Copy every line from the records below that holds the word "path".

── DATA PROVIDED

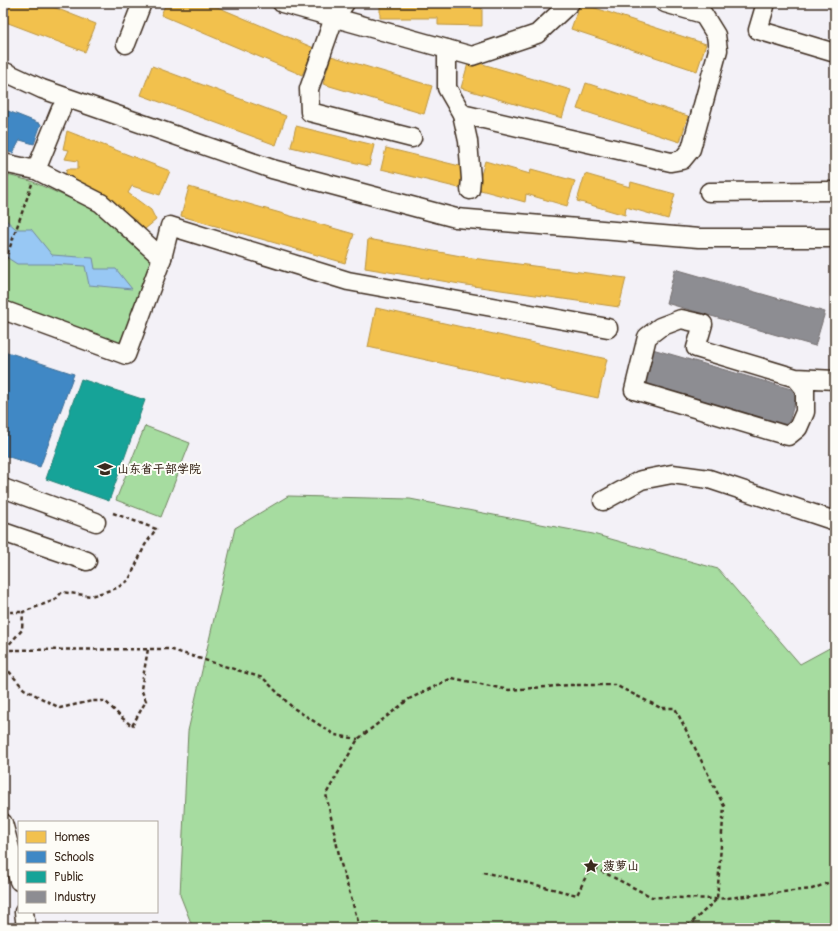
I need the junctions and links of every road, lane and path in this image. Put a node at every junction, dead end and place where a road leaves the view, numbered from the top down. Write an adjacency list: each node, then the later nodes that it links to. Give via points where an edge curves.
1 (142, 3): 8 (street)
2 (282, 3): 7 (street)
3 (345, 3): 7 (street)
4 (570, 3): 9 (street, via 537,34 472,56)
5 (665, 3): 13 (street, via 703,14 716,35 718,50 691,149 682,160 671,162)
6 (766, 3): 10 (street, via 758,30)
7 (334, 18): 9 (street); 14 (street, via 309,89 310,112)
8 (126, 44)
9 (447, 49): 13 (street, via 447,88)
10 (835, 52)
11 (3, 71): 20 (street, via 42,89 272,169 456,218 699,238)
12 (61, 109): 16 (street)
13 (462, 114): 17 (street, via 468,149)
14 (412, 138)
15 (3, 163): 16 (street)
16 (36, 170): 21 (street, via 101,204); 22 (path)
17 (470, 190)
18 (835, 191): 19 (street)
19 (708, 192)
20 (835, 238)
21 (162, 258): 23 (street, via 126,355); 24 (street, via 170,226 348,281)
22 (3, 267)
23 (3, 310)
24 (608, 328)
25 (796, 378): 25 (street, via 696,348 703,324 681,319 660,327 647,337 634,390 788,436 798,428 805,412 805,389); 26 (street)
26 (835, 380)
27 (3, 488): 31 (street)
28 (603, 502): 30 (street, via 641,480 672,474 708,479)
29 (113, 513): 35 (path, via 156,530 145,545 129,580 117,588 91,596 62,592 55,600)
30 (835, 521)
31 (96, 522)
32 (3, 532): 33 (street)
33 (87, 561)
34 (3, 612): 35 (path)
35 (23, 612): 37 (path, via 22,630)
36 (148, 649): 37 (path); 37 (path, via 141,689 146,700 132,726 105,700 92,700 60,708 24,689 6,668); 38 (path, via 169,649 263,678 292,707 335,735)
37 (4, 650)
38 (358, 739): 43 (path, via 409,699 452,678 509,690 569,685 615,685 661,708 675,708 724,806); 46 (path, via 326,794 341,864)
39 (3, 823): 41 (street)
40 (483, 872): 43 (path, via 577,895 591,866 652,897)
41 (18, 877)
42 (835, 880): 43 (path, via 812,889)
43 (717, 899): 47 (path)
44 (24, 913): 45 (street)
45 (26, 928)
46 (360, 928)
47 (686, 928)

────

> _RESULT_:
I need the junctions and links of every road, lane and path in this image. Put a node at every junction, dead end and place where a road leaves the view, numbered from the top down. Write an adjacency list: each node, then the later nodes that it links to. Give via points where an edge curves.
16 (36, 170): 21 (street, via 101,204); 22 (path)
29 (113, 513): 35 (path, via 156,530 145,545 129,580 117,588 91,596 62,592 55,600)
34 (3, 612): 35 (path)
35 (23, 612): 37 (path, via 22,630)
36 (148, 649): 37 (path); 37 (path, via 141,689 146,700 132,726 105,700 92,700 60,708 24,689 6,668); 38 (path, via 169,649 263,678 292,707 335,735)
38 (358, 739): 43 (path, via 409,699 452,678 509,690 569,685 615,685 661,708 675,708 724,806); 46 (path, via 326,794 341,864)
40 (483, 872): 43 (path, via 577,895 591,866 652,897)
42 (835, 880): 43 (path, via 812,889)
43 (717, 899): 47 (path)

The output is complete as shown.